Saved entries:
------------------------------------------------

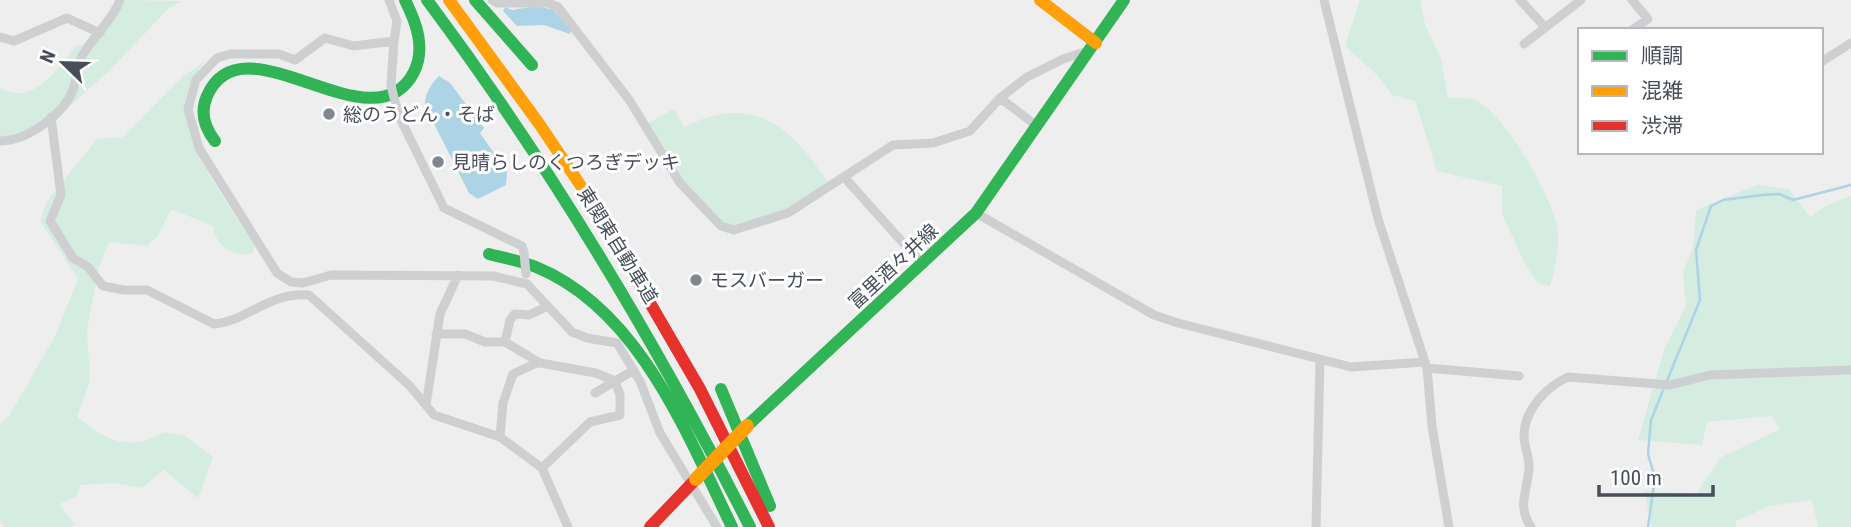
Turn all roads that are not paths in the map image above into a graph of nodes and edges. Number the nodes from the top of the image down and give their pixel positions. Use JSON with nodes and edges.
{"nodes":[{"id":1,"x":120,"y":0,"type":"edge"},
{"id":2,"x":389,"y":0,"type":"edge"},
{"id":3,"x":405,"y":0,"type":"edge"},
{"id":4,"x":427,"y":0,"type":"edge"},
{"id":5,"x":449,"y":0,"type":"edge"},
{"id":6,"x":475,"y":0,"type":"edge"},
{"id":7,"x":492,"y":0,"type":"edge"},
{"id":8,"x":1040,"y":0,"type":"edge"},
{"id":9,"x":1124,"y":0,"type":"edge"},
{"id":10,"x":1324,"y":0,"type":"edge"},
{"id":11,"x":1520,"y":0,"type":"edge"},
{"id":12,"x":1581,"y":0,"type":"edge"},
{"id":13,"x":1632,"y":0,"type":"edge"},
{"id":14,"x":1545,"y":27,"type":"junction"},
{"id":15,"x":1635,"y":28,"type":"edge"},
{"id":16,"x":100,"y":33,"type":"junction"},
{"id":17,"x":0,"y":37,"type":"edge"},
{"id":18,"x":394,"y":41,"type":"junction"},
{"id":19,"x":1851,"y":43,"type":"edge"},
{"id":20,"x":1524,"y":44,"type":"dead end"},
{"id":21,"x":1093,"y":47,"type":"junction"},
{"id":22,"x":1823,"y":61,"type":"edge"},
{"id":23,"x":532,"y":65,"type":"dead end"},
{"id":24,"x":1000,"y":99,"type":"junction"},
{"id":25,"x":51,"y":117,"type":"junction"},
{"id":26,"x":1037,"y":126,"type":"junction"},
{"id":27,"x":0,"y":141,"type":"edge"},
{"id":28,"x":215,"y":141,"type":"dead end"},
{"id":29,"x":844,"y":177,"type":"junction"},
{"id":30,"x":976,"y":213,"type":"junction"},
{"id":31,"x":489,"y":254,"type":"dead end"},
{"id":32,"x":923,"y":265,"type":"junction"},
{"id":33,"x":458,"y":275,"type":"junction"},
{"id":34,"x":526,"y":279,"type":"junction"},
{"id":35,"x":313,"y":281,"type":"junction"},
{"id":36,"x":309,"y":295,"type":"junction"},
{"id":37,"x":546,"y":307,"type":"junction"},
{"id":38,"x":436,"y":334,"type":"junction"},
{"id":39,"x":505,"y":342,"type":"junction"},
{"id":40,"x":1320,"y":360,"type":"junction"},
{"id":41,"x":539,"y":362,"type":"junction"},
{"id":42,"x":1426,"y":365,"type":"junction"},
{"id":43,"x":634,"y":370,"type":"junction"},
{"id":44,"x":1851,"y":370,"type":"edge"},
{"id":45,"x":1519,"y":376,"type":"dead end"},
{"id":46,"x":615,"y":381,"type":"junction"},
{"id":47,"x":721,"y":389,"type":"dead end"},
{"id":48,"x":595,"y":393,"type":"dead end"},
{"id":49,"x":426,"y":405,"type":"junction"},
{"id":50,"x":500,"y":437,"type":"junction"},
{"id":51,"x":542,"y":468,"type":"junction"},
{"id":52,"x":694,"y":481,"type":"junction"},
{"id":53,"x":568,"y":527,"type":"edge"},
{"id":54,"x":650,"y":527,"type":"edge"},
{"id":55,"x":717,"y":527,"type":"edge"},
{"id":56,"x":732,"y":527,"type":"edge"},
{"id":57,"x":750,"y":527,"type":"edge"},
{"id":58,"x":769,"y":527,"type":"edge"},
{"id":59,"x":779,"y":527,"type":"edge"},
{"id":60,"x":1316,"y":527,"type":"edge"},
{"id":61,"x":1450,"y":527,"type":"edge"},
{"id":62,"x":1531,"y":527,"type":"edge"}],
"edges":[{"from":1,"to":16,"type":"street"},
{"from":2,"to":18,"type":"street"},
{"from":3,"to":28,"type":"main road"},
{"from":4,"to":57,"type":"main road","name":"東関東自動車道"},
{"from":5,"to":58,"type":"main road","name":"東関東自動車道"},
{"from":6,"to":23,"type":"main road"},
{"from":7,"to":29,"type":"street"},
{"from":8,"to":21,"type":"main road"},
{"from":9,"to":21,"type":"main road","name":"富里酒々井線"},
{"from":10,"to":42,"type":"street"},
{"from":11,"to":14,"type":"street"},
{"from":12,"to":14,"type":"street"},
{"from":13,"to":15,"type":"street"},
{"from":14,"to":20,"type":"street"},
{"from":16,"to":17,"type":"street"},
{"from":16,"to":25,"type":"street"},
{"from":18,"to":34,"type":"street","bridge":true},
{"from":18,"to":35,"type":"street"},
{"from":19,"to":22,"type":"street"},
{"from":21,"to":24,"type":"street"},
{"from":21,"to":26,"type":"main road","name":"富里酒々井線"},
{"from":24,"to":26,"type":"street"},
{"from":24,"to":29,"type":"street"},
{"from":25,"to":27,"type":"street"},
{"from":25,"to":36,"type":"street"},
{"from":26,"to":30,"type":"main road","name":"富里酒々井線"},
{"from":29,"to":32,"type":"street"},
{"from":30,"to":32,"type":"main road","name":"富里酒々井線"},
{"from":30,"to":40,"type":"street"},
{"from":31,"to":56,"type":"main road"},
{"from":32,"to":52,"type":"main road","name":"富里酒々井線","bridge":true},
{"from":33,"to":34,"type":"street"},
{"from":33,"to":35,"type":"street"},
{"from":33,"to":38,"type":"street"},
{"from":34,"to":37,"type":"street"},
{"from":35,"to":36,"type":"street"},
{"from":36,"to":49,"type":"street"},
{"from":37,"to":39,"type":"street"},
{"from":37,"to":43,"type":"street"},
{"from":38,"to":39,"type":"street"},
{"from":38,"to":49,"type":"street"},
{"from":39,"to":41,"type":"street"},
{"from":40,"to":42,"type":"street"},
{"from":40,"to":60,"type":"street"},
{"from":41,"to":46,"type":"street"},
{"from":41,"to":50,"type":"street"},
{"from":42,"to":45,"type":"street"},
{"from":42,"to":61,"type":"street"},
{"from":43,"to":46,"type":"street"},
{"from":43,"to":52,"type":"street"},
{"from":44,"to":62,"type":"street"},
{"from":46,"to":48,"type":"street"},
{"from":46,"to":51,"type":"street"},
{"from":47,"to":59,"type":"main road"},
{"from":49,"to":50,"type":"street"},
{"from":50,"to":51,"type":"street"},
{"from":51,"to":53,"type":"street"},
{"from":52,"to":54,"type":"main road","name":"富里酒々井線"},
{"from":52,"to":55,"type":"street"}]}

------------------------------------------------

Would you copy out each line of the records above where the word "name" occurs?

{"from":4,"to":57,"type":"main road","name":"東関東自動車道"},
{"from":5,"to":58,"type":"main road","name":"東関東自動車道"},
{"from":9,"to":21,"type":"main road","name":"富里酒々井線"},
{"from":21,"to":26,"type":"main road","name":"富里酒々井線"},
{"from":26,"to":30,"type":"main road","name":"富里酒々井線"},
{"from":30,"to":32,"type":"main road","name":"富里酒々井線"},
{"from":32,"to":52,"type":"main road","name":"富里酒々井線","bridge":true},
{"from":52,"to":54,"type":"main road","name":"富里酒々井線"},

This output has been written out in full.